LAG Nürnberg (Urteil vom 10.08.1993; Aktenzeichen 2 (4) Sa 554/91)

ArbG Bamberg (Urteil vom 25.09.1991; Aktenzeichen 2 Ca 356/91)

 

Tenor

Von Rechts wegen!

 

Tatbestand

Die Parteien streiten in der Revisionsinstanz noch um die Rückzahlung eines vertraglichen Weihnachtsgeldes.

Die Klägerin war ab dem 1. August 1988 bei dem Beklagten als Arzthelferin mit einem monatlichen Bruttogehalt von zuletzt 2.700,-- DM beschäftigt; das Arbeitsverhältnis endete durch ordentliche Kündigung der Klägerin mit dem 31. März 1991.

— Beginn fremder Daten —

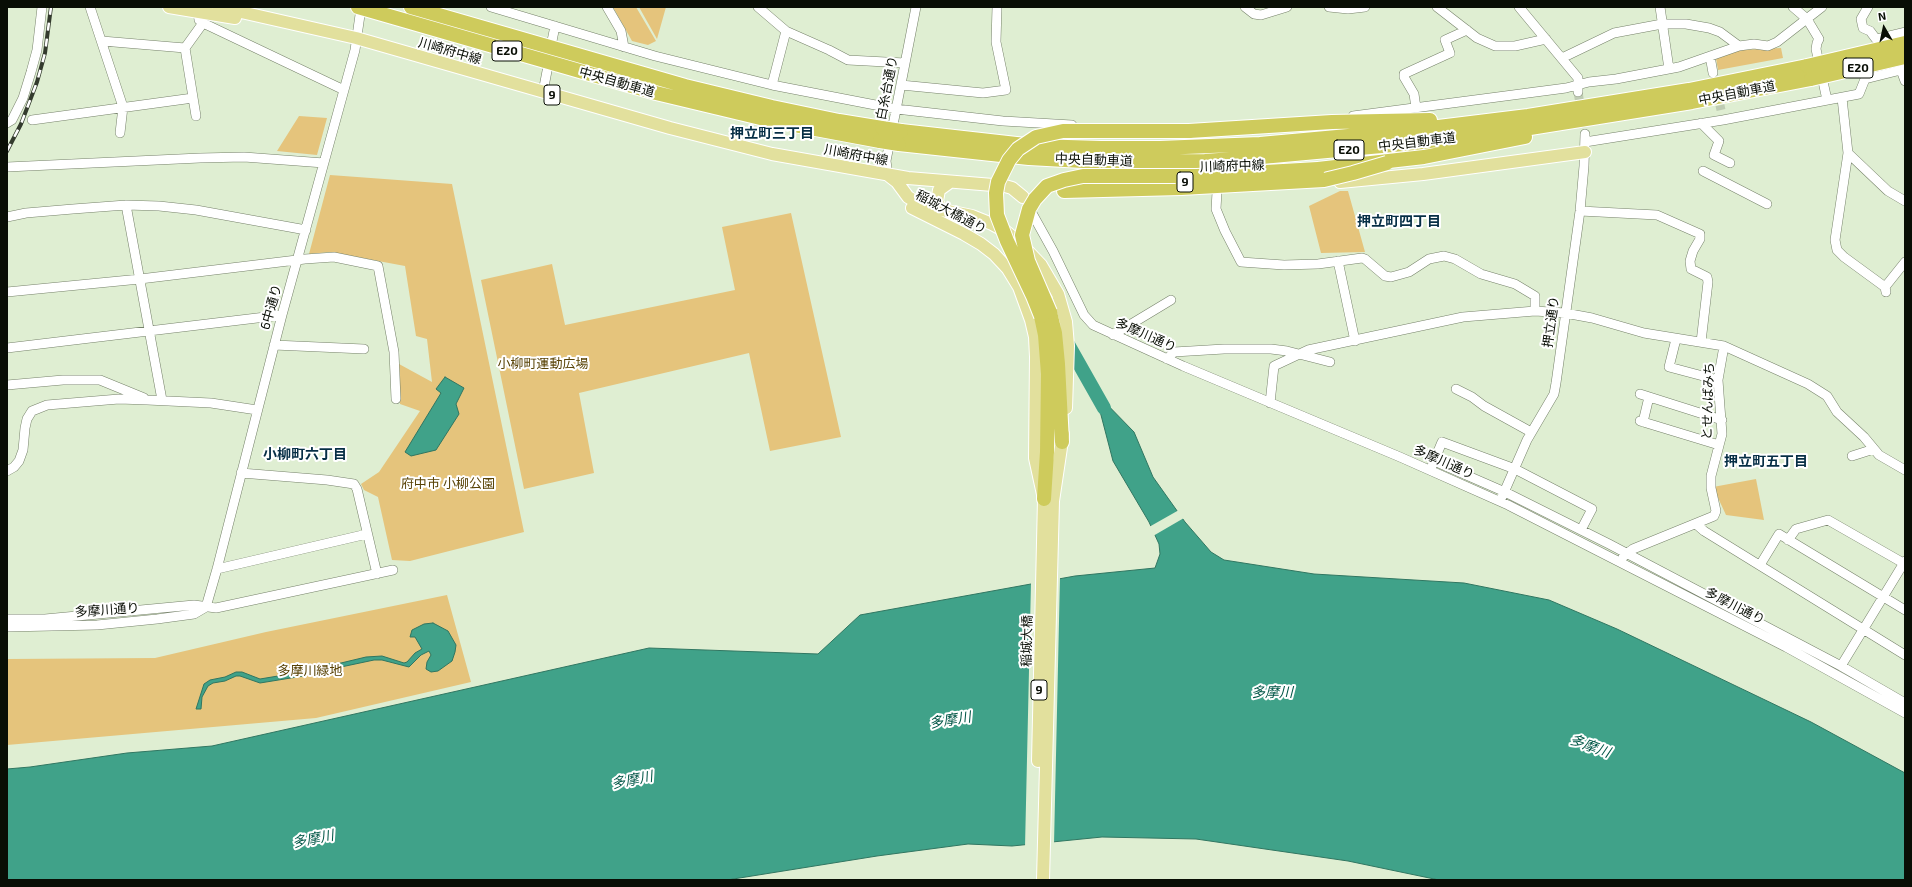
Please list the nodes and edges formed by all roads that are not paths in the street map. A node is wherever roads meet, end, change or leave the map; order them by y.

Der schriftliche Arbeitsvertrag vom 12. September 1988 enthält hinsichtlich der Rückzahlung des Weihnachtsgeldes folgende Regelung:

  • “…
  • Freiwillige Mehrzulagen, z.B. Zulagen, Weihnachtsgeld etc. können zurückgefordert werden. Sie werden unter Vorbehalt bezahlt.
  • …”

Die Klägerin erhielt im Jahr 1990 ein Weihnachtsgeld in Höhe von 2. 700, -- DM brutto. Aufgrund ihrer Kündigung zum 31. März 1991 zahlte der Beklagte das Gehalt der Klägerin für März 1991 nicht aus, weil die Klägerin zur Rückzahlung des erhaltenen Weihnachtsgelds 1990 verpflichtet sei.

Mit ihrer Klage vom 15. April 1991 verlangt die Klägerin-neben anderen Ansprüchen, die nicht Gegenstand des Revisionsverfahrens sind – die Zahlung von 2. 700,-- DM als Bruttogehalt für den Monat März 1991. Das Arbeitsgericht hat der Klage insoweit stattgegeben.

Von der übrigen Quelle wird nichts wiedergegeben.